第4話 合理的弓チク!

 僕が驚いたのは、レベルアップした理由がわからなかったからではない。


 僕はこの一週間、平日は学校帰りに、休日は朝からダンジョンに潜っていた。

 <直感>&【必中】によるノーリスク弓チク作戦でモンスターを狩りまくり、その数はもはや覚えていないほどだ。


 僕が一番驚いたこと。それは、レベルアップのペースだ。


 いつの間にこんなに強くなっていたんだ?

 レベル9に至るのは簡単なことじゃない。確か、レベル10になるためには半年くらいかかると授業で聞いたはずだ。


 考えられる理由は一つ。弓チク作戦の効率が高すぎるということ。


 岩陰に隠れて矢を撃ちまくるだけで大抵の敵が死ぬので、無限に戦うことが出来る。

 これがウォーリアーなどの他の適性だったら、対面で戦わないといけないのでこうはいかない。


 さらに、ソロで攻略しているのも効率上昇に貢献している。

 一人でコソコソ行動しているので、モンスターには見つかりにくい。最近はスキルの<隠密>を使って気配を消しているので一度もモンスターに気づかれていない。


 僕は今、6層にいる。ここにいるモンスターも大体はすぐに倒せるようになってきた。

 やり方はこうだ。


 まず、<隠密>で気配を消す。これでモンスターに気づかれることはなくなった。

 この状態で<直感>を使ってモンスターの位置を探知する。


「よし、次はあいつにするか」


 僕が見つけたのはマッスルオーク。一見するとただの豚のような見た目の男だが、膂力はゴリラすらも凌駕するほどだ。


 <矢生成>で一本の矢を作り出す。今の僕では一日10本までしか出せないが、それでも貴重な供給となっている。


 ある程度の距離を保ちつつ、生成した矢を弓にセットする。グッと弦を引っ張ると同時に、僕は呟く。


「<属性付与・炎>」


 すると、矢が炎を帯び始める。これも新しく覚えたスキルで、炎・水・風・雷から好きな属性を纏わせることが出来る。

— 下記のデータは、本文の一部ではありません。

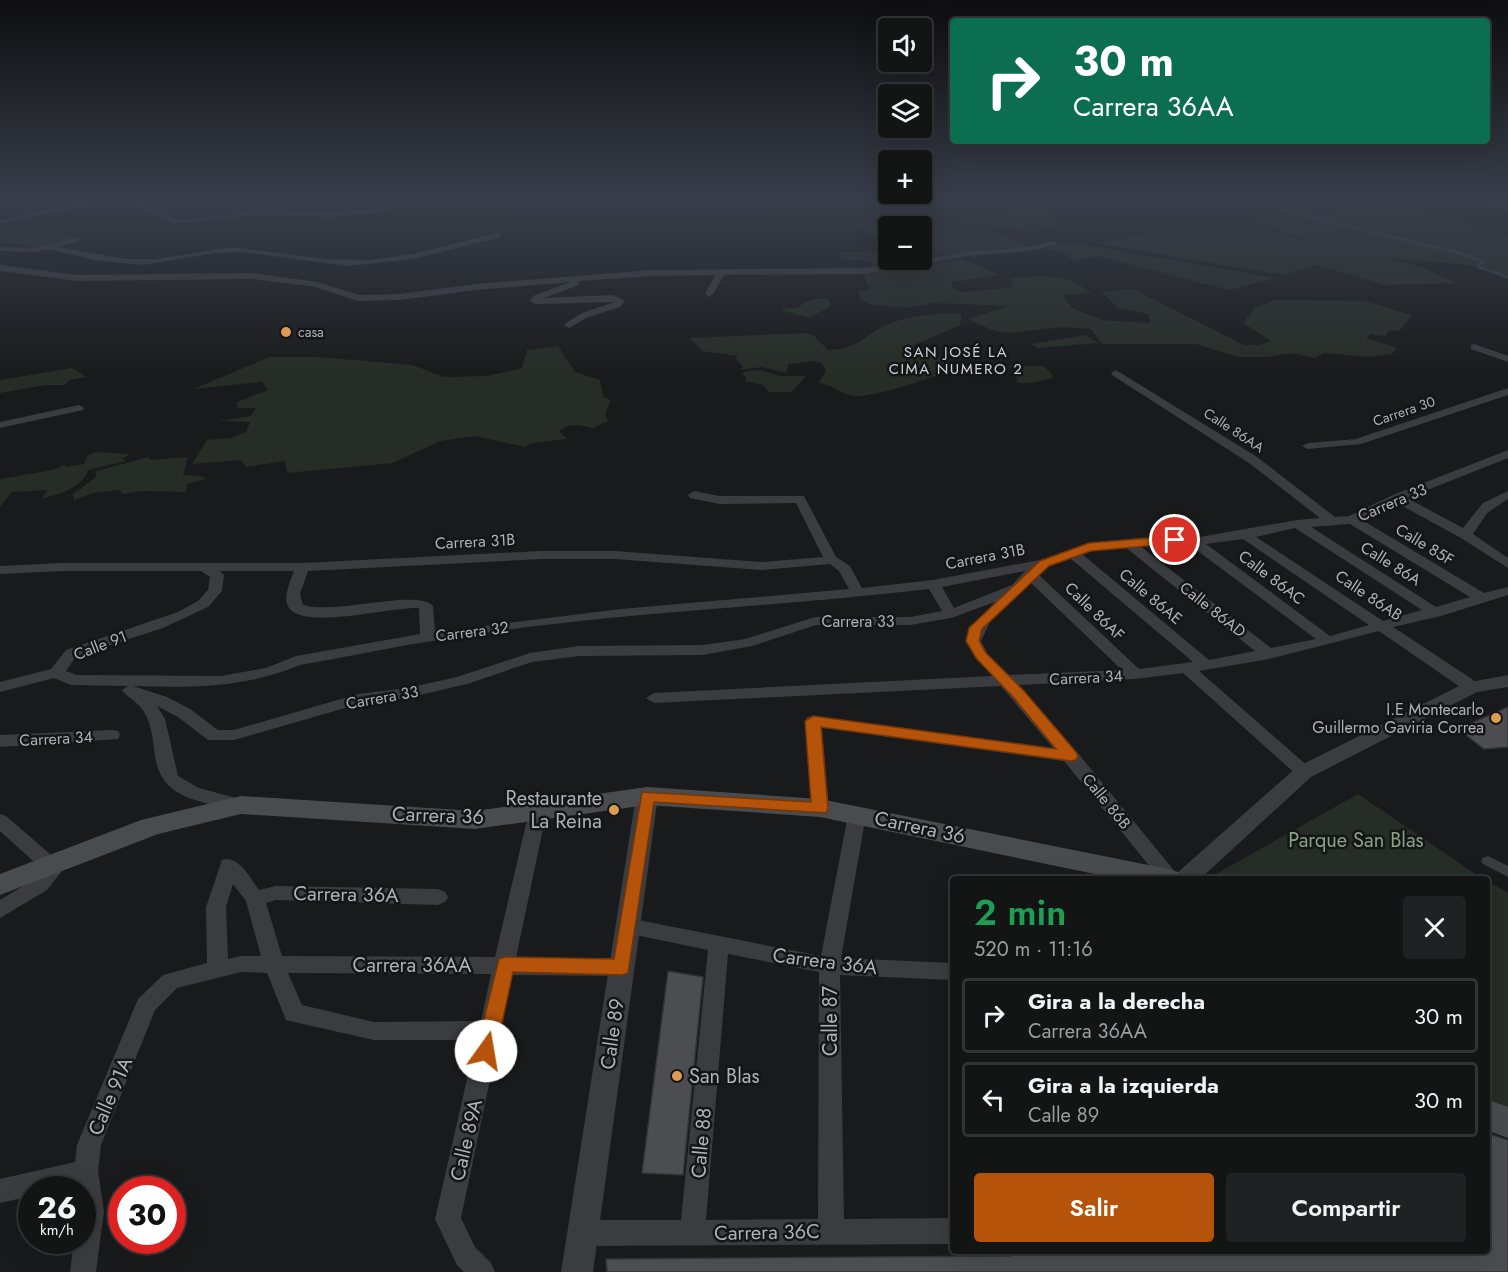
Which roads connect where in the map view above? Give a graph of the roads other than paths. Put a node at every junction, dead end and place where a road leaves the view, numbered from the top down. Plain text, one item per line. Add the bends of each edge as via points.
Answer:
1 (106, 257) edge
2 (180, 257) edge
3 (295, 257) edge
4 (407, 257) edge
5 (947, 257) edge
6 (0, 267) edge
7 (720, 274) junction
8 (590, 278) junction
9 (709, 294) dead end
10 (569, 325) dead end
11 (1474, 347) dead end
12 (1508, 359) edge
13 (1116, 373) dead end
14 (1508, 391) edge
15 (79, 408) dead end
16 (0, 425) edge
17 (1308, 446) dead end
18 (1508, 454) edge
19 (694, 495) dead end
20 (1508, 495) edge
21 (1397, 498) junction
22 (1330, 520) junction
23 (1352, 520) junction
24 (1297, 524) junction
25 (1245, 535) junction
26 (1466, 535) junction
27 (1194, 542) junction
28 (1128, 543) junction
29 (1072, 554) junction
30 (831, 560) junction
31 (1045, 563) junction
32 (1508, 564) edge
33 (201, 566) junction
34 (302, 567) junction
35 (0, 570) edge
36 (1030, 574) junction
37 (933, 584) junction
38 (1017, 588) junction
39 (1508, 591) edge
40 (858, 593) junction
41 (1480, 597) junction
42 (1436, 613) junction
43 (951, 614) junction
44 (1385, 627) junction
45 (428, 636) junction
46 (1328, 641) junction
47 (1269, 654) junction
48 (1206, 665) junction
49 (1187, 668) junction
50 (58, 672) junction
51 (1136, 674) junction
52 (90, 680) junction
53 (1005, 680) junction
54 (1508, 681) edge
55 (0, 687) edge
56 (1472, 687) junction
57 (130, 690) junction
58 (654, 698) dead end
59 (112, 735) dead end
60 (0, 741) edge
61 (1071, 756) junction
62 (1304, 772) junction
63 (647, 796) junction
64 (241, 806) junction
65 (820, 808) junction
66 (857, 815) junction
67 (0, 821) edge
68 (536, 824) dead end
69 (1488, 861) dead end
70 (51, 866) junction
71 (1508, 872) edge
72 (1154, 876) edge
73 (1167, 876) edge
74 (1188, 876) edge
75 (0, 885) edge
76 (438, 897) dead end
77 (255, 899) junction
78 (0, 910) edge
79 (628, 926) junction
80 (719, 944) junction
81 (505, 964) junction
82 (274, 965) junction
83 (829, 966) junction
84 (622, 967) junction
85 (218, 968) junction
86 (950, 972) edge
87 (491, 1030) junction
88 (86, 1171) junction
89 (0, 1191) edge
90 (831, 1231) junction
91 (950, 1231) edge
92 (582, 1233) junction
93 (692, 1233) junction
94 (83, 1272) edge
95 (482, 1272) edge
96 (577, 1272) edge

1 - 2 street via 125,261
3 - 4 street via 369,264
5 - 7 street via 864,271
6 - 8 street via 78,278 253,276 317,285 358,298
7 - 8 street via 642,272
7 - 9 street
8 - 10 street via 536,298 541,303 590,298 620,301
11 - 12 street
13 - 22 street, Calle 86AA via 1253,460
14 - 17 street, Carrera 30 via 1357,442
15 - 16 street
18 - 21 street, Carrera 33
19 - 30 street via 719,500 800,499
20 - 26 street via 1477,514
21 - 23 street, Carrera 33
21 - 26 street
22 - 23 street, Carrera 33
22 - 24 street, Carrera 33
23 - 41 street, Calle 85F
24 - 25 street, Carrera 33
24 - 42 street, Calle 86A
25 - 27 street, Carrera 33
25 - 44 street, Calle 86AB
26 - 32 street
27 - 28 street, Carrera 33
27 - 46 street, Calle 86AC
28 - 29 street, Carrera 33 via 1089,547
28 - 47 street, Calle 86AD
29 - 31 street, Carrera 33
29 - 48 street, Calle 86AE
30 - 34 street, Carrera 31B via 761,566 615,555 542,555
30 - 40 street via 845,569
31 - 36 street, Carrera 33
31 - 37 street, Carrera 31B
33 - 34 street, Carrera 31B
33 - 35 street, Carrera 31B
33 - 50 street, Calle 91 via 217,575 219,582 210,598 162,623 79,649 62,661
34 - 45 street via 293,594 297,608 315,612 422,604 427,608
36 - 38 street, Carrera 33
36 - 51 street, Calle 86AF
37 - 40 street, Carrera 31B
37 - 43 street, Carrera 31B
38 - 43 street, Carrera 33
38 - 53 street, Calle 86B via 976,628 973,641
39 - 41 street, Carrera 34
40 - 45 street, Carrera 32 via 621,613
41 - 42 street, Carrera 34
42 - 44 street, Carrera 34
43 - 57 street, Carrera 33 via 910,621 815,621 747,643 703,650 579,651 530,658 461,681 358,699 234,735 214,736 176,709
44 - 46 street, Carrera 34
44 - 56 street, Calle 86AB
45 - 52 street, Carrera 32 via 296,661 277,671 228,682
46 - 47 street, Carrera 34
47 - 48 street, Carrera 34
48 - 49 street, Carrera 34
49 - 51 street, Carrera 34
49 - 62 street
50 - 52 street, Calle 91 via 67,680
50 - 55 street
51 - 53 street, Carrera 34
52 - 57 street, Calle 91
53 - 58 street, Carrera 34
53 - 61 street, Calle 86B
54 - 56 street
56 - 62 street
57 - 64 street, Calle 91 via 151,705 160,723 168,776 177,786
59 - 60 street, Carrera 34
61 - 65 street via 813,721
61 - 73 street, Calle 86B
62 - 74 street
63 - 64 main road, Carrera 36 via 475,820
63 - 65 main road, Carrera 36
63 - 79 street, Calle 89
64 - 70 main road, Carrera 36 via 150,827
65 - 66 main road, Carrera 36
66 - 72 main road, Carrera 36
66 - 83 street, Calle 87
67 - 70 street
68 - 81 street, Calle 89A
69 - 71 street
70 - 75 main road, Carrera 36
70 - 78 street via 51,875
76 - 77 street, Carrera 36A via 276,893
77 - 82 street
77 - 85 street via 229,865 216,907
79 - 80 street, Carrera 36A
79 - 84 street, Calle 89
80 - 83 street, Carrera 36A
80 - 93 street, Calle 88
81 - 82 street, Carrera 36AA
81 - 84 street, Carrera 36AA
81 - 87 street, Calle 89A
82 - 85 street, Carrera 36AA
82 - 87 street via 294,1013 374,1031
83 - 86 street, Carrera 36A
83 - 90 street, Calle 87
84 - 92 street, Calle 89
85 - 88 street, Calle 91A via 170,981 146,1005 89,1145
87 - 95 street, Calle 89A via 448,1220 466,1257
88 - 89 street
88 - 94 street, Calle 91A via 92,1211
90 - 91 street, Carrera 36C
90 - 93 street, Carrera 36C
92 - 93 street, Carrera 36C
92 - 96 street, Calle 89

 これをやるのとやらないのとでは、一撃の威力が大きく変わる。……と言っても、他の適性の上位スキルと比べたら雀の涙ほどだが。


 そして一気に――放つ!


 炎を纏った矢が一直線に進んでいき、数秒後に豚の悲鳴のような声が聞こえてくる。

 よし、これでマッスルオークを討伐完了。


 こういう感じで、コソコソ隠れながら一撃でモンスターを仕留め、次の獲物を探す。

 慣れてくるともはや作業だ。こんな心持ちでダンジョンに臨んでる奴なんていないだろうな……。


――


 レベルが10に上がりました。

 スキル<直感>が<第六感>に変化しました。


――


 ん……? スキルが変化?


 聞いたことがない言葉。だが、意味はすぐに分かった。


「な、なんだこれ!? 見える……見えるぞ!?」


 <直感>は半径25メートルの敵の気配を感知するスキル。

 しかし、今はその先が見える。これは25メートルどころじゃない。30、40……下手したら50メートル先まで、モンスターの気配が手に取るようにわかる。


 スキルが進化したってことか!


 これはかなり嬉しい。感知できる範囲が広がったということは、すなわち攻撃できる敵の範囲が広がったということ。

 それに、50メートルもあればフロアのかなりの範囲を網羅できる。当然、次の層へ続く階段の位置も。


「……ちょっと見てみるか」


 僕は見つけた階段に向かって歩き出す。

 単なる興味本位ではある。だが、見てみたい。7層にはどんなモンスターがいるのかを。


 階段の手前までやってきて、<第六感>を使った僕は息を呑んだ。


「なんだ……こいつ!?」


 下の層。かなり遠い位置に、他のモンスターに比べてひと際大きな気配を感じる。

 四足歩行の獣のようなモンスター。何といってもサイズが大きく、人が余裕で昇れるくらいのこの階段も昇ってくるのは無理だろう。


 見ているのはこっちなのに、なぜか心拍が高まっていく。間違いなくボス級。とてつもないプレッシャーだ。


「これは、しばらく下の層にはいけそうにないな……いくらなんでも実力差がありすぎる」


 ため息を吐き、地上へと帰ろうとしたその時。


「……いや、待てよ?」


 僕はあることに気が付き、くるりと向き直った。


 気配は感知できている。そして敵は階段を昇ってこられないほどデカい。だったら――、


「ここから攻撃しまくれば勝てるんじゃ?」


 僕は試しに弓を構え、階段を下りることなく6層から7層のモンスターに向かって矢を放つ。

 ――数秒後。


「グオオオオオオオオオオオオオオオオ!!」


 す、すごい雄たけびだ! あのモンスターに違いない。攻撃は当たってるんだ!

 だったら話は早い。矢をここから撃ちまくってやる!


「ハハハハハハ! 最高だ!」


 気分はまるで映画の悪役だ。丸腰のモンスター相手に一方的に攻撃するなんて!


 手持ちの矢を使った後は、矢生成で弾を補充していく。

 2~3分ほど撃ちまくると、モンスターの気配が消えたのが分かった。


「え? 今ので終わり?」


 何度確認しても、7層のボスモンスターの気配は消えている。間違いなく絶命している。

 ……この戦法、強すぎでは?


 矢を大量に使ってしまう点に目を瞑れば、格上の相手にも勝つことが出来る。

 おまけに、僕は上の層にいるから向こうは手出しが出来ない。


 これで、さらに効率的にレベルアップをすることが出来るようになった。